*** Opening of Dataset content ***

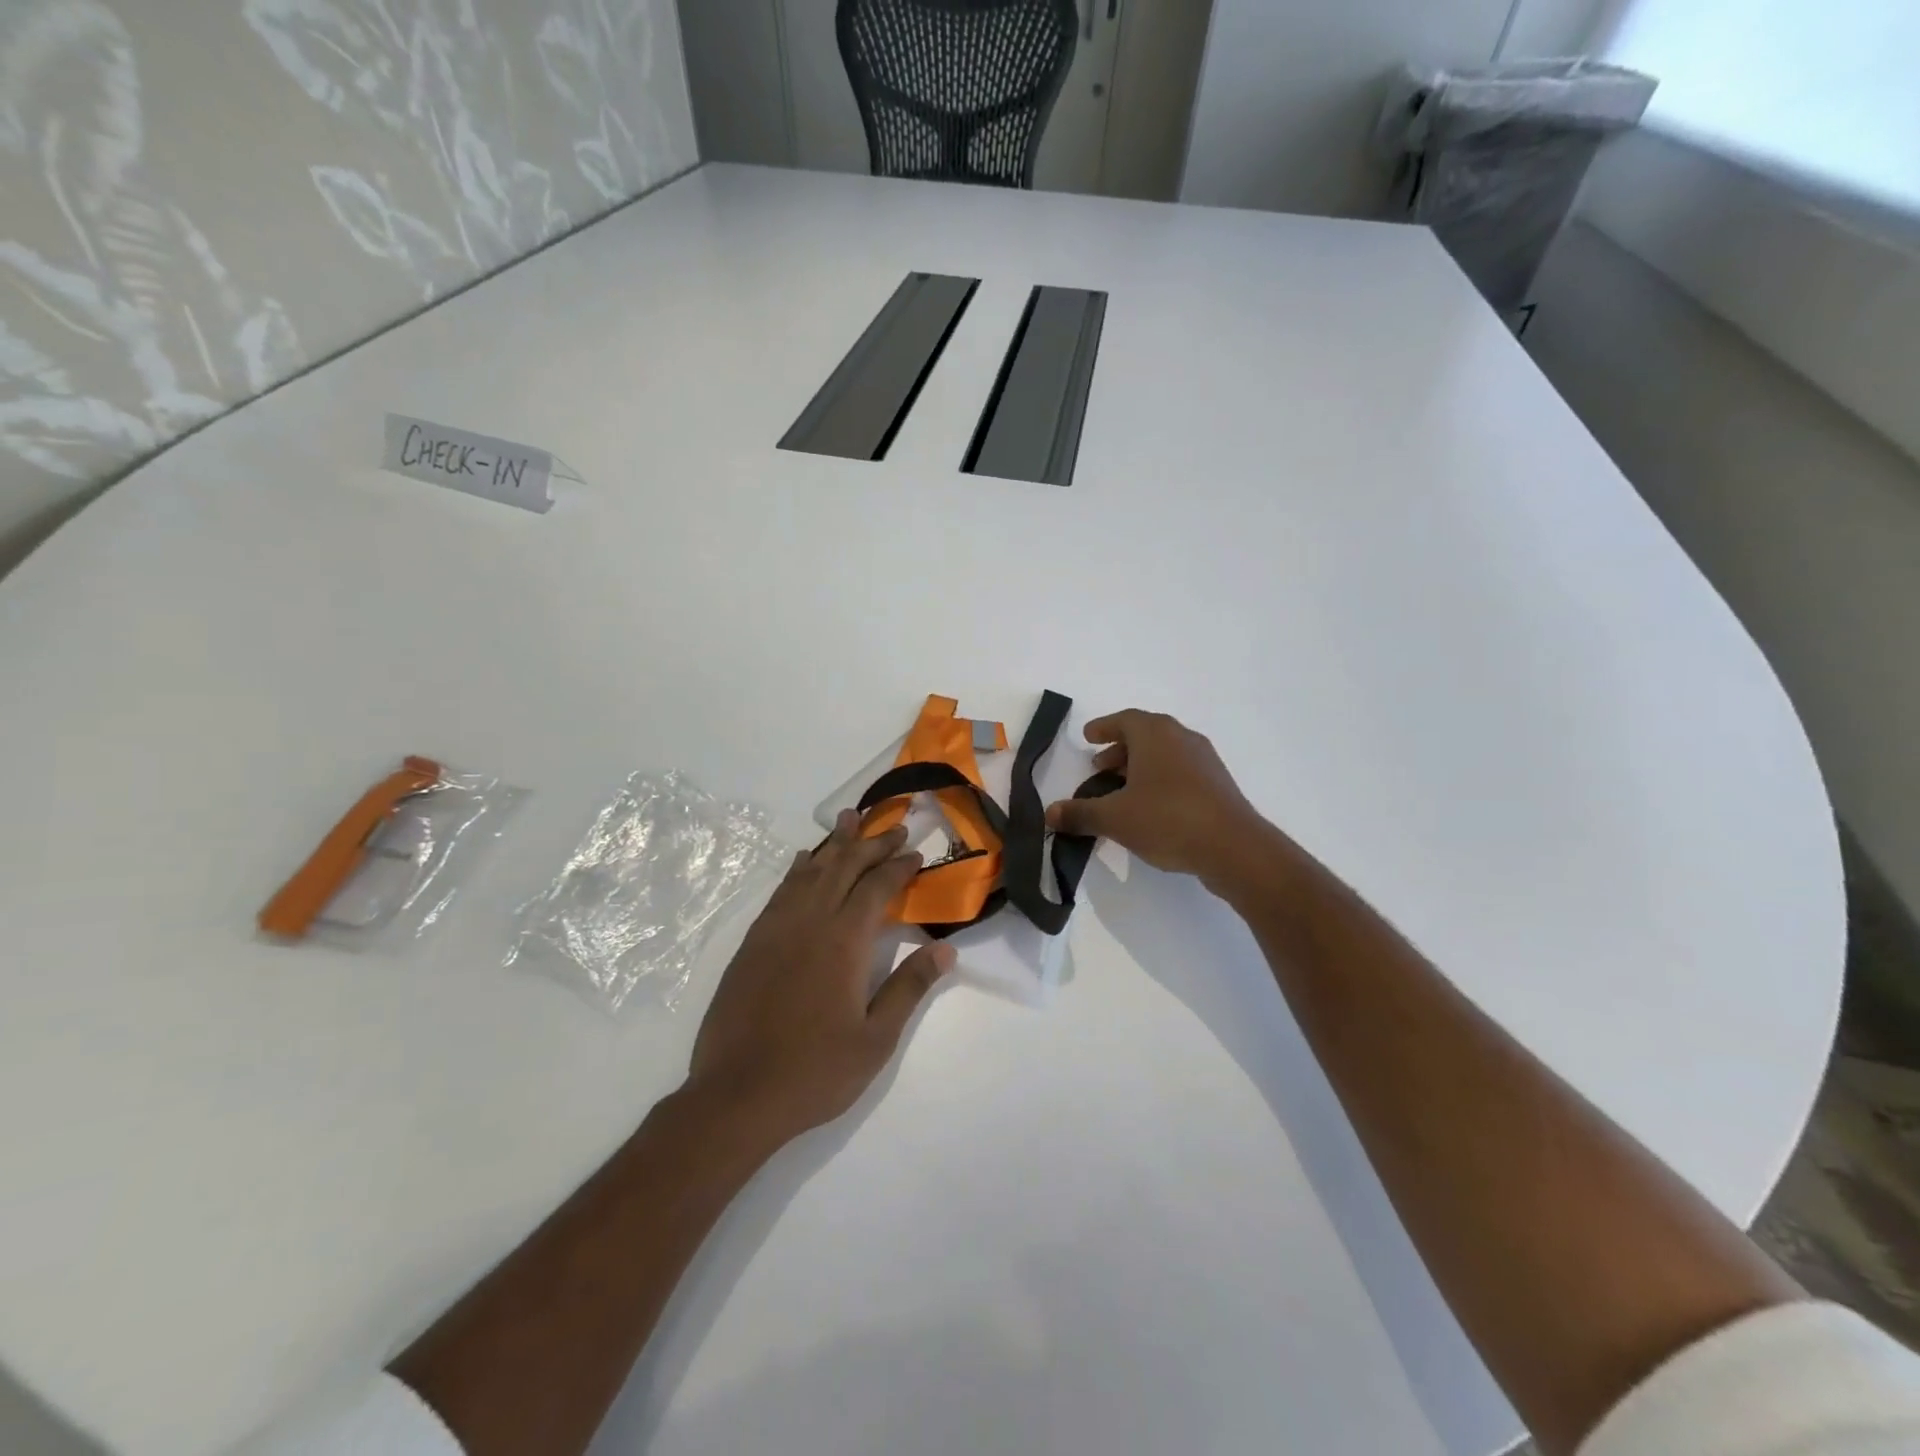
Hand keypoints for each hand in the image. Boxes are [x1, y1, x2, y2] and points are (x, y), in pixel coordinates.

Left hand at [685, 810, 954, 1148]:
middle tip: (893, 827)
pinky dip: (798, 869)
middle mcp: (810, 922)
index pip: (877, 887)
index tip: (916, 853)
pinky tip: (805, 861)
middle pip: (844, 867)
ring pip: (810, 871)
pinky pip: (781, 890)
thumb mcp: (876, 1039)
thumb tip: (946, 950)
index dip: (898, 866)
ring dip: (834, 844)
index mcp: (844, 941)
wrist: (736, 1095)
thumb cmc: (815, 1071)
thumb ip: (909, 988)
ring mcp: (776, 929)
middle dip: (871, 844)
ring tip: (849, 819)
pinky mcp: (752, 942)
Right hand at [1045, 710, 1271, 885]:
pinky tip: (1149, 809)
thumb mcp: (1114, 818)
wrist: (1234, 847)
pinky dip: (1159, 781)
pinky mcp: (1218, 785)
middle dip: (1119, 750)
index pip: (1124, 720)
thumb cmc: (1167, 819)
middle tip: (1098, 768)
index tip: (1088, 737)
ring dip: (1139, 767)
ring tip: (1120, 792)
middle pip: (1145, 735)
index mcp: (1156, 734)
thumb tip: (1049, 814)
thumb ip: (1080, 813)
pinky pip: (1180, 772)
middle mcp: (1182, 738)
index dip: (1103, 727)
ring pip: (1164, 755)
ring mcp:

*** Close of Dataset content ***

**Exercise prompt**
Output the records above exactly, omitting the pictures.

**Response to this exercise**
Hand keypoints for each hand in the image. Boxes are [x1, y1, x2, y2] and points are (x, y), in pixel coordinates.

Left hand at [685, 810, 954, 1148]:
middle tip: (893, 827)
pinky dip: (798, 869)
middle mcp: (810, 922)
index pip: (877, 887)
index tip: (916, 853)
pinky tip: (805, 861)
middle pip: (844, 867)
ring pip: (810, 871)
pinky pip: (781, 890)
thumb mcp: (876, 1039)
thumb tip: (946, 950)
index dip: (898, 866)
ring dip: (834, 844)
index mcp: (844, 941)
wrist: (736, 1095)
thumb cmc: (815, 1071)
thumb ip: (909, 988)
ring mcp: (776, 929)
middle dip: (871, 844)
ring tip: (849, 819)
pinky mcp: (752, 942)
Right hand at [1045, 710, 1271, 885]:
pinky tip: (1149, 809)
thumb mcp: (1114, 818)
wrist: (1234, 847)
pinky dip: (1159, 781)
pinky mcp: (1218, 785)
middle dip: (1119, 750)
index pip: (1124, 720)
thumb cmc: (1167, 819)
middle tip: (1098, 768)
index tip: (1088, 737)
ring dip: (1139, 767)
ring tip: (1120, 792)
middle pip: (1145, 735)
index mcp: (1156, 734)
thumb tip: (1049, 814)
thumb ip: (1080, 813)
pinky pip: (1180, 772)
middle mcp: (1182, 738)
index dip: (1103, 727)
ring pip: (1164, 755)
ring mcp:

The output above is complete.